Thursday 26 February 2009

Looking in vain

I have browsed through pages and pages of houses for sale and not one matched up to the one I already have. There was one I liked... detached, Cotswold stone, village location, conservatory, large garden, three bedrooms etc., if only I had three quarters of a million pound! Oxfordshire and even the edge of the Cotswolds is far too pricey!

Funnily enough, the neighbours have suddenly become very quiet... perhaps they've realised at last that I am probably the best neighbour they've ever had... I don't mean to sound conceited, but I never complain, and when the subject of banging doors was brought up by my neighbour some months' ago, I didn't get arsey, but just smiled and agreed that they could be noisy at times, which was accepted with smiles and an apology. I may have to wait a while before moving, but I have decided that move I shall - one day! Meanwhile I shall keep looking for the ideal home for me and my cats.

I'm very restless at the moment and getting despondent that this is going to be another year the same as the last three! Jobless and lost. With no obvious purpose to my life, just a few pleasant hobbies and a few new female acquaintances. It's as if I'm waiting for something to happen. Maybe this is yet another stage in the long road of grief... being lost, as well as alone. Wanting to move on and do something with my life, but despite trying different avenues, getting nowhere. So, I shall decorate the spare bedroom... at least I'll be doing something!

5 comments:

Annette said...

Oxford is a very expensive place to live.
But I hope you find the place your looking for.
All the best.

anon said...

Its lovely, the way you've caught the light coming through the trees, very beautiful.

Good luck house hunting and decorating.

Puddock said...

It must be a widow stage thing because I could be saying what you wrote.
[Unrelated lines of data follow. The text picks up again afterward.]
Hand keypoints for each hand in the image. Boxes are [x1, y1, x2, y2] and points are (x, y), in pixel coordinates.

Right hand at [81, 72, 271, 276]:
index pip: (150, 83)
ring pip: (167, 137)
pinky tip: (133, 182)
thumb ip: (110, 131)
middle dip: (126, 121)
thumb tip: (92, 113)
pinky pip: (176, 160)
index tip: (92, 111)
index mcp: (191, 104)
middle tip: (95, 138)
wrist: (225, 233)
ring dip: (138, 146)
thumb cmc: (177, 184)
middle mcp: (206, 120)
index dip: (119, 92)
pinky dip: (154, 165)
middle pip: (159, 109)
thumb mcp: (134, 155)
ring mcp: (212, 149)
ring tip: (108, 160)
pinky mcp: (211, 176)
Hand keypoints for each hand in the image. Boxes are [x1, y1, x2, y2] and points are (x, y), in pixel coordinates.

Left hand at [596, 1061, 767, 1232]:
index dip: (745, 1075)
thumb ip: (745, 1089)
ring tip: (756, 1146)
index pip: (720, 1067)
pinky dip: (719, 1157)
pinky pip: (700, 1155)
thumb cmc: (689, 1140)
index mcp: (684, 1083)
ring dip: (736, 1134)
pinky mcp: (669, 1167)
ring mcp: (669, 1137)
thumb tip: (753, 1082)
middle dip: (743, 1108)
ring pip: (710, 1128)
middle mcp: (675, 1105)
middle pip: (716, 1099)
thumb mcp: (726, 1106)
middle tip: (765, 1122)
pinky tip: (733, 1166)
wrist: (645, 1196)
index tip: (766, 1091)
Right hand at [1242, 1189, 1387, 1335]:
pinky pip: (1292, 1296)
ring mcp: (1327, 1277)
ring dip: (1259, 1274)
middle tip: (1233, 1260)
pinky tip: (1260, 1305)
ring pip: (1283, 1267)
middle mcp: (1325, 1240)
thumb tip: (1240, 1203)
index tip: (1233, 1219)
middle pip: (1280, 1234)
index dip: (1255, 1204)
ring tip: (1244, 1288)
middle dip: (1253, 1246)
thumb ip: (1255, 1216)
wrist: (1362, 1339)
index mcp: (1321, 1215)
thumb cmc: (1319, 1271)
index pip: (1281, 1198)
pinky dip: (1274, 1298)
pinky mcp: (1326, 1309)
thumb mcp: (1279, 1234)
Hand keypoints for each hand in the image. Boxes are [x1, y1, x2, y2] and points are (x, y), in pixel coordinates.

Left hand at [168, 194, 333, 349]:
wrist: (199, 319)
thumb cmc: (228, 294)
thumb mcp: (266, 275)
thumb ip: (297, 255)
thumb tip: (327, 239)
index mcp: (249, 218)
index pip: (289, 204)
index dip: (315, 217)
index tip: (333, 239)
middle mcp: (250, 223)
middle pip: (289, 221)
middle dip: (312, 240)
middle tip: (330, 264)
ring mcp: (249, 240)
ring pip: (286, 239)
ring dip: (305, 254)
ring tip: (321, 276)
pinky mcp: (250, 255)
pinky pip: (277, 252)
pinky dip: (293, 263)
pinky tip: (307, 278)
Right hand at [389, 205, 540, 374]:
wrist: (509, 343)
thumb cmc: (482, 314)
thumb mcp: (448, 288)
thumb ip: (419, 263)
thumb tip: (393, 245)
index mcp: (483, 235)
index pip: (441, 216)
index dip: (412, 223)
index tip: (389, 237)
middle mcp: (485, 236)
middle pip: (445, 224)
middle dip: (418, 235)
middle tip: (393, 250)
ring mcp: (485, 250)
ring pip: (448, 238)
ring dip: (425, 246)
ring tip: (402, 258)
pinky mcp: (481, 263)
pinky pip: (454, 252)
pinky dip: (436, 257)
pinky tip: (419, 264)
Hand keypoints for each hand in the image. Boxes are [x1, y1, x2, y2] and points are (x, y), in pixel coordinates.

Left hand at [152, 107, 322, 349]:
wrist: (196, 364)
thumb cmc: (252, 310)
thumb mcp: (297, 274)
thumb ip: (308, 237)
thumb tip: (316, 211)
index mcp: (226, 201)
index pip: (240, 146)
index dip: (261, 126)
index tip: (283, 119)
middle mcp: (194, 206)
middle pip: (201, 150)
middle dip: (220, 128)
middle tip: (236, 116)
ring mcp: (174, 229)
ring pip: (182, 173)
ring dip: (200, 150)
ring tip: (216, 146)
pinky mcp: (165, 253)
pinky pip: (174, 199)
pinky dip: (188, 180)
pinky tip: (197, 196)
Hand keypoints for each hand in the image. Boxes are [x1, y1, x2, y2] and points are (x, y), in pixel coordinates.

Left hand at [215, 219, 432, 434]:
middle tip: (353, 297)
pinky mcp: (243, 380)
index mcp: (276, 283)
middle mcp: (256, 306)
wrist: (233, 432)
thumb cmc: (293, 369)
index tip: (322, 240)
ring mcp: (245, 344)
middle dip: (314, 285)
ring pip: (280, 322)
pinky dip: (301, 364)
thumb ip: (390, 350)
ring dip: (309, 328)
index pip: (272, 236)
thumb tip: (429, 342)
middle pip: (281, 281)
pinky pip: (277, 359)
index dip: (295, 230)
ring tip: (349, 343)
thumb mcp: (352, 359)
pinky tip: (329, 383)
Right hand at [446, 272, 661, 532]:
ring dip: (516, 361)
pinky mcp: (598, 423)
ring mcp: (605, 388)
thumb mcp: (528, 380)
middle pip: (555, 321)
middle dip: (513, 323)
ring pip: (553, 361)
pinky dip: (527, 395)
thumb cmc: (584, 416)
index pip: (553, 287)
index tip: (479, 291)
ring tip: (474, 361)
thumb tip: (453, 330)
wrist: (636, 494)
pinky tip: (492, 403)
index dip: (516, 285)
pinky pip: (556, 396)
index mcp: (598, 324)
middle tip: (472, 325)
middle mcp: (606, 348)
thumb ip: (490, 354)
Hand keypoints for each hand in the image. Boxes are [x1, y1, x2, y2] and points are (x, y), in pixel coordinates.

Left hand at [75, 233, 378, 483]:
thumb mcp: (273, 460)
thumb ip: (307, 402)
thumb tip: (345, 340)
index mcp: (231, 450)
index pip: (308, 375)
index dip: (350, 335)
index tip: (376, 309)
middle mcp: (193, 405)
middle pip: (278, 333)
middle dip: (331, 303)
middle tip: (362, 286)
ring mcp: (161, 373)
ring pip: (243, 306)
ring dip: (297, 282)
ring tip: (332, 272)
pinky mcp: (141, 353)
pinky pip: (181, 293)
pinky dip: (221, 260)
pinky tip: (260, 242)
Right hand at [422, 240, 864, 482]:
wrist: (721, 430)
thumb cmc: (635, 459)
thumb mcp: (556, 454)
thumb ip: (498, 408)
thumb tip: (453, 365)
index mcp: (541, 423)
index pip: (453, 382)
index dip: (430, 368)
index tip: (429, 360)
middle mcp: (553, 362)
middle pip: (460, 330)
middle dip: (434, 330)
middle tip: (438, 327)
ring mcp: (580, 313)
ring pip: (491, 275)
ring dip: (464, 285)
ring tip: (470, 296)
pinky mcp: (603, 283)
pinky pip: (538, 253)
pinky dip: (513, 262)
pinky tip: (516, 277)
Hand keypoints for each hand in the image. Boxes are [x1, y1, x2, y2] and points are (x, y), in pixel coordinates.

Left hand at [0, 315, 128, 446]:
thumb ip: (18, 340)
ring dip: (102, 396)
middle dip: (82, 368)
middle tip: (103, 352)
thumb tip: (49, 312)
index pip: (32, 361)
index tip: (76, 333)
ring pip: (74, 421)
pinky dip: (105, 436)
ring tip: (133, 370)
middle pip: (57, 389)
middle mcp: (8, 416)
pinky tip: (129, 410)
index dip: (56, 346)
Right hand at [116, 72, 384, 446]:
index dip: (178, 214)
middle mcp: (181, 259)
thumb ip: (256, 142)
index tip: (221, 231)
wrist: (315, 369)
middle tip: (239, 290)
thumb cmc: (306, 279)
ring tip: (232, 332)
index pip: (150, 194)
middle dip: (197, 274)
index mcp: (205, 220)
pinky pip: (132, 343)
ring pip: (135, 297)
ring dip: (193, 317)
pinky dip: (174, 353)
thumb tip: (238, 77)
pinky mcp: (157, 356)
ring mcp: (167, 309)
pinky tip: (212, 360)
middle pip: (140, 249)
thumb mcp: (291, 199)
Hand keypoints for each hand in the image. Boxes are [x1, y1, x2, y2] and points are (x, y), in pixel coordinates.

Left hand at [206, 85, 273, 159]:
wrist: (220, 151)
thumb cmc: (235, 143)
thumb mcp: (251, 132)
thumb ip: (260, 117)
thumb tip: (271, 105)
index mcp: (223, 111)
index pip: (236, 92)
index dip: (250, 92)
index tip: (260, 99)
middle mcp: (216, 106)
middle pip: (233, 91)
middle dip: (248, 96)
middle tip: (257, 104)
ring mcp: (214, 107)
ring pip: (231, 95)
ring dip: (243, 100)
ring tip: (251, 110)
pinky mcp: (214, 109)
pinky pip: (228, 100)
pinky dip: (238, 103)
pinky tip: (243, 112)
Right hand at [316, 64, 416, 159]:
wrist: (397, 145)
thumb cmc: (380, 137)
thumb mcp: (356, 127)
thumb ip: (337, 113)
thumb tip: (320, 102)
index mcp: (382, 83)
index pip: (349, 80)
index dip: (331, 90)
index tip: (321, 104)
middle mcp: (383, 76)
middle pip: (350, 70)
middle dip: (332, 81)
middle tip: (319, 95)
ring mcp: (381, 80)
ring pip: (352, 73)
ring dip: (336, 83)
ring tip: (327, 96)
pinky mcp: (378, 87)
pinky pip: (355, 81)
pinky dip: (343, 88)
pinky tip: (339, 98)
I feel like an inbetweeny - getting used to living alone, getting used to the Golfer being part of the past, but without a clear idea of my future.

Maybe we are both on the threshold of something new and wonderful. More likely though, at least in my case, it will be more baby steps - baby step after baby step along this new path. Mind you, when I look back, I've come quite a long way already, and I know you have too.

Bernard said...

Hi Jenny,
I found your blog after searching for people interested in music..proper music. I think I clicked on Boccherini....However your last paragraph...
"I'm very restless at the moment and getting despondent that this is going to be another year the same as the last three!" etc..
I just felt as if I'd written it.
I live alone in a large 3bed bung., and it's far too big. Takes a lot of upkeep and I need to "downsize".
Oh yes...back to Boccherini. I have just arranged his Minuet Op.13 No5 for my 26note Organ (Paper-roll-mechanical type)..
.."Meanwhile I shall keep looking for the ideal home for me and my cats."
You see, you're not alone really.
Regards Bernard

JennyB said...

Thank you all for your positive comments... yes, Oxfordshire is expensive and there's not much for sale at the moment, and the long road of widowed grief just keeps rolling along and disappearing among some far off distant hills with no sign of coming to an end. As for Boccherini... I love his music and I'm impressed Bernard that you have arranged one of his works for your organ.

Keep going Puddock... we seem to be in tandem with our stages and yes, we've come along way down the road... perhaps there's a great Diner ahead waiting for us both!